Richard had dinners planned for Friday and Saturday, but on Sunday we were going to cook together. We had to improvise as an ice storm had hit so we couldn’t go out to get more groceries (although Baby Lady did brave the icy roads to get some parmigiano at the nearby market). We wanted to prepare a fusion between both of our cooking styles, using what was available.
Richard had some of his wonderful maple cured, pecan smoked bacon left. Of course some type of chiles had to be included (Richard even served me peach preserves with chiles in it for breakfast — needless to say it was delicious). There was fresh milk and cream, so I made some lovely homemade ricotta. When I improvise, I cook Italian food. Handmade ravioli are my specialty, so we decided to make ravioli stuffed with ricotta and ancho chile, served with a sauce of clarified butter, fresh sage from the garden, and Richard’s homemade smoked bacon.
They turned out lovely and we’ll probably both make this again. The only thing that we will probably change is to use more ancho chiles, as the chile flavor was very mild and there was hardly any heat. The ravioli were very elegant and the combination of creamy ricotta, earthy ancho chiles, smoky bacon and the sage worked very well. This is what we did…
For 30 ravioli, 5 servings as a primo piatto
For the stuffing
250 ml (1 cup) homemade ricotta, made from 4 cups milk, 1 cup heavy cream, 2 Tbsp distilled white vinegar and a pinch of salt
1 ancho chile (or more, see above)
80 grams (1/2 cup) freshly grated parmigiano reggiano
salt to taste
powdered chiles to taste
For the pasta dough
200 grams (1 1/4 cup) Italian 00 flour (we used 100 grams semolina flour and 100 grams all-purpose flour, because that is what we had)
For the sauce
5 slices maple cured, pecan smoked bacon, sliced into strips crosswise
2 Tbsp minced fresh sage
115 grams (1 stick) clarified butter
additional grated parmigiano for sprinkling
While the chile is soaking, make fresh pasta dough from the flour and eggs, wrap it in plastic wrap, and allow it to rest in the refrigerator.
Mince the chile very fine.
Roll out the pasta dough after it has rested for at least half an hour and make ravioli with the stuffing. Roll out the dough as thin as you can get it without tearing. The thinner the dough, the more delicate your ravioli will be. You will probably have some leftover dough that you can eat as maltagliati pasta.
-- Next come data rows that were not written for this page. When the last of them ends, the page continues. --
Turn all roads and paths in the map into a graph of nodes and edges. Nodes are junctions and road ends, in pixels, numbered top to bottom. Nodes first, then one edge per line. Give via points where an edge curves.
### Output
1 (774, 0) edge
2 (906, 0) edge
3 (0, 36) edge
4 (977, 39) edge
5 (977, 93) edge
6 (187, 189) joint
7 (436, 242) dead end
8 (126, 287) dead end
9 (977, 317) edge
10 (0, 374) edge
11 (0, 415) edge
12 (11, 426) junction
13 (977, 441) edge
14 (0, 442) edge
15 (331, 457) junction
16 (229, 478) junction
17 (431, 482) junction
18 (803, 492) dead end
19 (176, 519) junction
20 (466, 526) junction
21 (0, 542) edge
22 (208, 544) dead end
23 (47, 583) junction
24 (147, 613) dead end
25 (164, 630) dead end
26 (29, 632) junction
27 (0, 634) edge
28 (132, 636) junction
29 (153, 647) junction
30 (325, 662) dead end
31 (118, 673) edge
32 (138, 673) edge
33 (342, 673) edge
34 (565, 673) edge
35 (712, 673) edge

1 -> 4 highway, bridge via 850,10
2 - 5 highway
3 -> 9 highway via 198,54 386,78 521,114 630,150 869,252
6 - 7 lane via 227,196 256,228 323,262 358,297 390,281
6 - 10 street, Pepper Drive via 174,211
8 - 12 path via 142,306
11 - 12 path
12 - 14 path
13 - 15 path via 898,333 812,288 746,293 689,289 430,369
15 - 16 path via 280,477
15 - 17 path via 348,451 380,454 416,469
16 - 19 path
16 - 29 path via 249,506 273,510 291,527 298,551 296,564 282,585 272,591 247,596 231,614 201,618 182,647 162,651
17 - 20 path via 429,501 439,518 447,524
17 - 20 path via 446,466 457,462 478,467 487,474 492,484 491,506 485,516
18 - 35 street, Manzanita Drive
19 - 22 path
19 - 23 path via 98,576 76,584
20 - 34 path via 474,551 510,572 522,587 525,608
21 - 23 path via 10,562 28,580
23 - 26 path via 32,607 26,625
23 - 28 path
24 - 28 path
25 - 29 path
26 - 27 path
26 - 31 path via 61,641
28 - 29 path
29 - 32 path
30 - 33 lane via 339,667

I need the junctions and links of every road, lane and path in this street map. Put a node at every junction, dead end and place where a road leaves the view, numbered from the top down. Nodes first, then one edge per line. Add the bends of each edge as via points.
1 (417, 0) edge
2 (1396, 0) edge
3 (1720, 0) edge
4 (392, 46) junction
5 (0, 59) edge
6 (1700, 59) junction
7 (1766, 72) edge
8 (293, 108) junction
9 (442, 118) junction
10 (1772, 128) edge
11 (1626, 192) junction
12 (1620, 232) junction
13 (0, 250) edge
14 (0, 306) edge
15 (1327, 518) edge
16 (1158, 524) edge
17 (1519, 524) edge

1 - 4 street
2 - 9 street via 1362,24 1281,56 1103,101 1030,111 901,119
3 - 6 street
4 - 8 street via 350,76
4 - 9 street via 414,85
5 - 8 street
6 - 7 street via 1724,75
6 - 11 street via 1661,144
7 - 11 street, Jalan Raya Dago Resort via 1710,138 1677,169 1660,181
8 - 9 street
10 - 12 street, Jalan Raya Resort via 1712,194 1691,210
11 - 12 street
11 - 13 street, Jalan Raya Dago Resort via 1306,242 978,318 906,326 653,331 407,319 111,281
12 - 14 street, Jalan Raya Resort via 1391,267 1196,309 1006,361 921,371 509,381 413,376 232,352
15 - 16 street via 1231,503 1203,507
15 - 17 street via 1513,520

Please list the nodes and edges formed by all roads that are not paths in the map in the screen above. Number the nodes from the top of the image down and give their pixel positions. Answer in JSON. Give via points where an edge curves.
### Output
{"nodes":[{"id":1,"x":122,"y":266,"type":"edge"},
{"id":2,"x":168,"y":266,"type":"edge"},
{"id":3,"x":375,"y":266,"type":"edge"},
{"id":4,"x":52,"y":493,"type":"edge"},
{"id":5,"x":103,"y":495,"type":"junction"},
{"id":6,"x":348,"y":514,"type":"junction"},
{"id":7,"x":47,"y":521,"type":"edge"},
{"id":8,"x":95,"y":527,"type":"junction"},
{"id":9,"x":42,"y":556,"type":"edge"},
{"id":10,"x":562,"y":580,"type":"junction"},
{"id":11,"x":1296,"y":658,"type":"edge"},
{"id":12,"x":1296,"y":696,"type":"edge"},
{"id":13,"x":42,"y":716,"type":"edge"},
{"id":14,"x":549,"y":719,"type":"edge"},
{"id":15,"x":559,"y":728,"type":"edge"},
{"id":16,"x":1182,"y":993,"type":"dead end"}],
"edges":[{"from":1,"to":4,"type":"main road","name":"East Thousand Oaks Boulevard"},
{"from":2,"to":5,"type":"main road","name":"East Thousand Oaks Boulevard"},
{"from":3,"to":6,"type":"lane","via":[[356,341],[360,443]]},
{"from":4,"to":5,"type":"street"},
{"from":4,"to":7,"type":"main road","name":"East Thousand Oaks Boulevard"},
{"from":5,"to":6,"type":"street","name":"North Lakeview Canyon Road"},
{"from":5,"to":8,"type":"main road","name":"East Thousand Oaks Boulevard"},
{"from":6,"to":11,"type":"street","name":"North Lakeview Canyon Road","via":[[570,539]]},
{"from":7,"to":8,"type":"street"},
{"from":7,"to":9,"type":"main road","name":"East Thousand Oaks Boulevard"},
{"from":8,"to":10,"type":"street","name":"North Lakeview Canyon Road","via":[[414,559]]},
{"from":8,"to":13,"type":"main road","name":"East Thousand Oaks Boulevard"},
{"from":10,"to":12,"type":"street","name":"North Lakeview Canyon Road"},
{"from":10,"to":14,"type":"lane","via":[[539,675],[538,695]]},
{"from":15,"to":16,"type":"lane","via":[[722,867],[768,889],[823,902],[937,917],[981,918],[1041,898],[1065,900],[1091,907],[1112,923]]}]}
Bring a large pot of water to a boil.
Richard and Baby Lady also took lots of pictures, and Richard kindly sent me some of theirs to use in this post.
The butter and smoky bacon in the sauce call for an oaky buttery chardonnay. The Puligny-Montrachet that Richard selected was wonderful. If you make this with more ancho chiles, a chardonnay with more punch from a warmer climate such as California would work as well.